If you want the compiler to verify that funcMap[key] accepts a parameter of type rest, then you need to express the type of funcMap explicitly as a mapped type over the Tags union, where each property takes a single argument of the type the compiler infers for rest. If you look inside blended, the type of rest is Omit<BlendedProps<T>, "key" | "z" | "x">. So you can annotate funcMap like this:
const funcMap: { [T in Tags]:
(props: Omit<BlendedProps<T>, "key" | "z" | "x">) => string
} = {
oneF: oneF,
twoF: twoF,
};
This doesn't really change the type of funcMap; indeed the compiler can see that the initializer value of type { oneF: (props: OneFProps) => string; twoF: (props: TwoFProps) => string; } is assignable to the variable of type { [T in Tags]: (props: Omit<BlendedProps<T>, "key" | "z" | "x">) => string }, so they are compatible types.
But the difference in representation is important, because now the implementation of blended() type checks:
const blended = <T extends Tags>(props: BlendedProps<T>) => {
const { key, z, x, ...rest } = props;
const func = funcMap[key];
return func(rest); // okay
};
Indeed, now the type of funcMap[key] is inferred to be (props: Omit<BlendedProps<T>, "key" | "z" | "x">) => string, and that parameter type is identical to the type of rest, so funcMap[key](rest) is accepted, as desired.
CodePudding user response:
Hope it helps you
class Props<K extends string, P extends {}> {
key: K;
data: P;
constructor(data: { key: K } & P) {
this.key = data.key;
this.data = data;
}
toString() {
return JSON.stringify(this.data);
}
}
const oneF = new Props({ key: 'oneF', a: 'AAA', b: 'bbb' });
console.log(oneF.toString());
// {"key":"oneF","a":"AAA","b":"bbb"}
const twoF = new Props({ key: 'twoF', c: 'ccc', d: 'DDD' });
console.log(twoF.toString());
// {"key":"twoF","c":"ccc","d":"DDD"}
CodePudding user response:
const blended2 = <T extends tags>(props: BlendedProps<T>) => {
const { key, z, x, ...rest } = props
const func = funcMap[key]
func()
// const func: (props: OneFProps & TwoFProps) => string
// why the props is an intersection type ?

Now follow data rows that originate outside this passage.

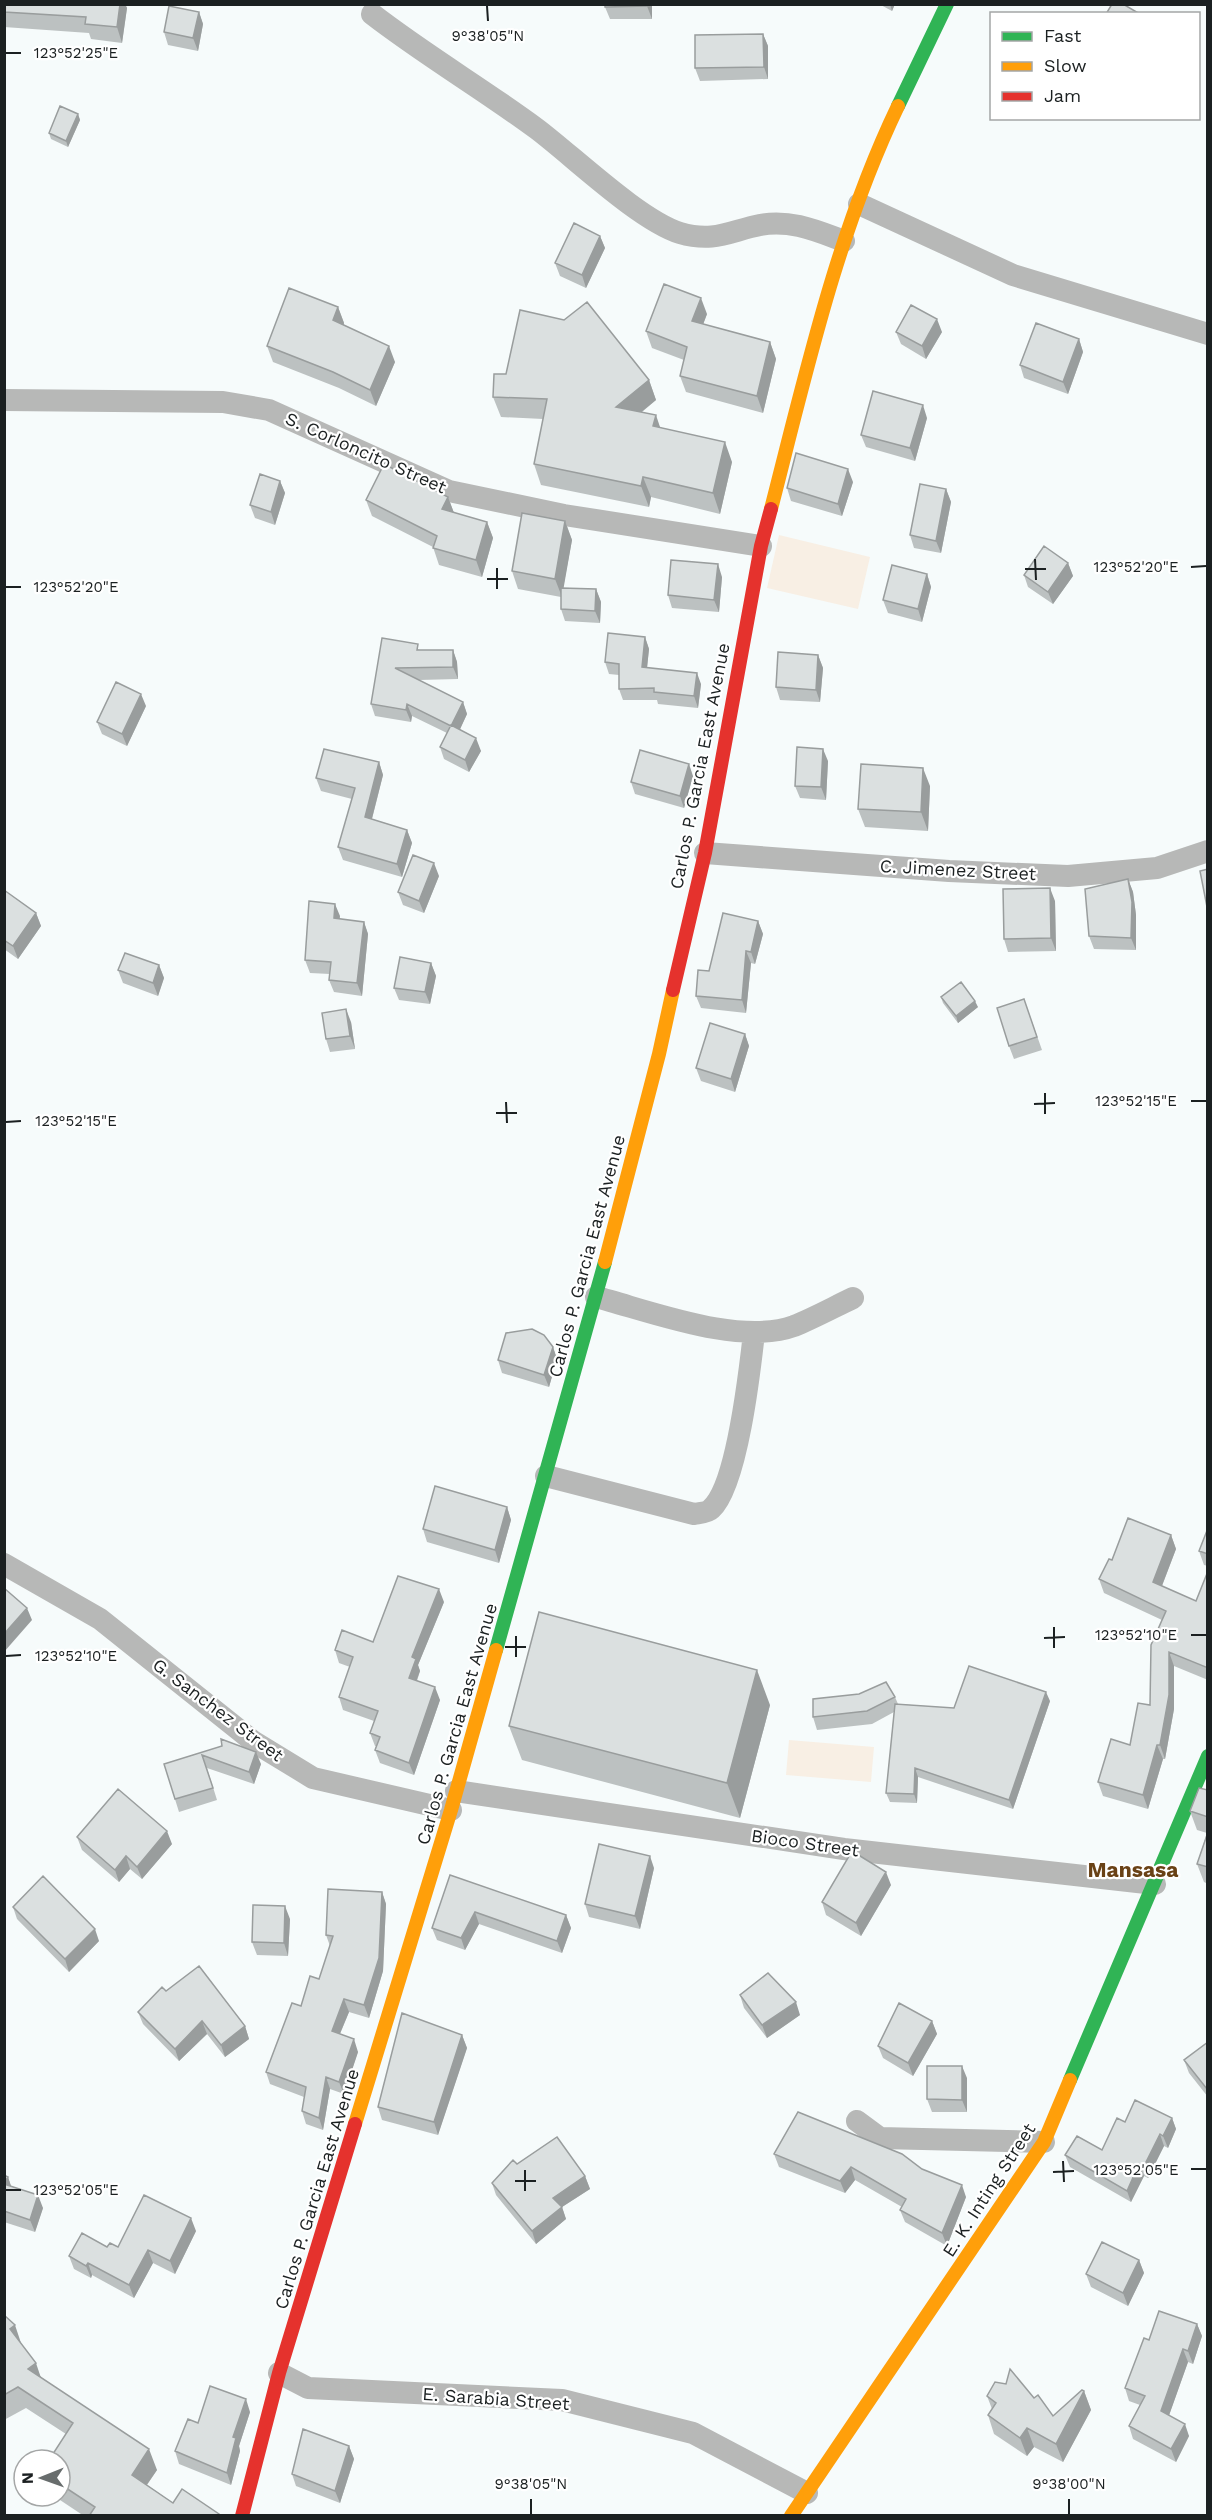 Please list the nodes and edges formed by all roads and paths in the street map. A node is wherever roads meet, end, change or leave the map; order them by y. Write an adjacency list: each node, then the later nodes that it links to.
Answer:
1 (947, 4): 3 (main road, Carlos P. Garcia East Avenue)
2 (372, 14): 4 (street)
3 (860, 204): 4 (main road, Carlos P. Garcia East Avenue); 5 (street)
4 (844, 241): 7 (main road, Carlos P. Garcia East Avenue)
5 (1208, 334)
6 (4, 400): 7 (street, S. Corloncito Street)
7 (761, 546): 9 (main road, Carlos P. Garcia East Avenue)
8 (1208, 851): 9 (street, C. Jimenez Street)
9 (705, 853): 10 (main road, Carlos P. Garcia East Avenue)
10 (596, 1297): 12 (street); 13 (main road, Carlos P. Garcia East Avenue)
11 (853, 1298): 12 (street)
12 (754, 1333): 13 (street)
13 (546, 1476): 16 (main road, Carlos P. Garcia East Avenue)
14 (4, 1564): 16 (street, G. Sanchez Street)
15 (1208, 1756): 17 (main road, E. K. Inting Street)
16 (454, 1800): 17 (street, Bioco Street); 20 (main road, Carlos P. Garcia East Avenue)
17 (1155, 1884): 19 (main road, E. K. Inting Street)
18 (857, 2121): 19 (street)
19 (1044, 2142): 21 (main road, E. K. Inting Street)
20 (279, 2373): 21 (street, E. Sarabia Street); 22 (main road, Carlos P. Garcia East Avenue)
21 (807, 2493): 23 (main road, E. K. Inting Street)
22 (242, 2516)
23 (791, 2516)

// since function params are contravariance (you can search this to find more ) ,
// in type system , ts can't know what props type is in real runtime
// to make func type safe , only the type of params is the intersection of OneFProps & TwoFProps.
return func(rest as any)
}
how to fix this ?
you need to judge what type props exactly is,but it is too complex,and it also has runtime effect.
interface OneFProps {
a: string
b: string
}
const oneF = (props: OneFProps) => {
const { a, b } = props
return `oneF ${a} ${b}`
}
interface TwoFProps {
c: string
d: string
}
const twoF = (props: TwoFProps) => {
const { c, d } = props
return `oneF ${c} ${d}`
}
const funcMap = {
oneF: oneF,
twoF: twoF,
}
interface typeMap {
oneF: OneFProps
twoF: TwoFProps
}
type tags = keyof typeMap
type BlendedProps<T extends tags> = {
key: T
z?: string
x?: string
} & typeMap[T]
const judgeProps = <U extends tags>(
props: { key: unknown },
target: U
): props is BlendedProps<U> => {
return props.key === target
}
const blended = <T extends tags>(props: BlendedProps<T>) => {
if (judgeProps(props, 'oneF')) {
const { key, z, x, ...rest } = props
const func = funcMap[key]
return func(rest)
} else if (judgeProps(props, 'twoF')) {
const { key, z, x, ...rest } = props
const func = funcMap[key]
return func(rest)
}
}
console.log(blended({ key: 'oneF', a: 'AAA', b: 'bbb' }))
console.log(blended({ key: 'twoF', c: 'ccc', d: 'DDD' }))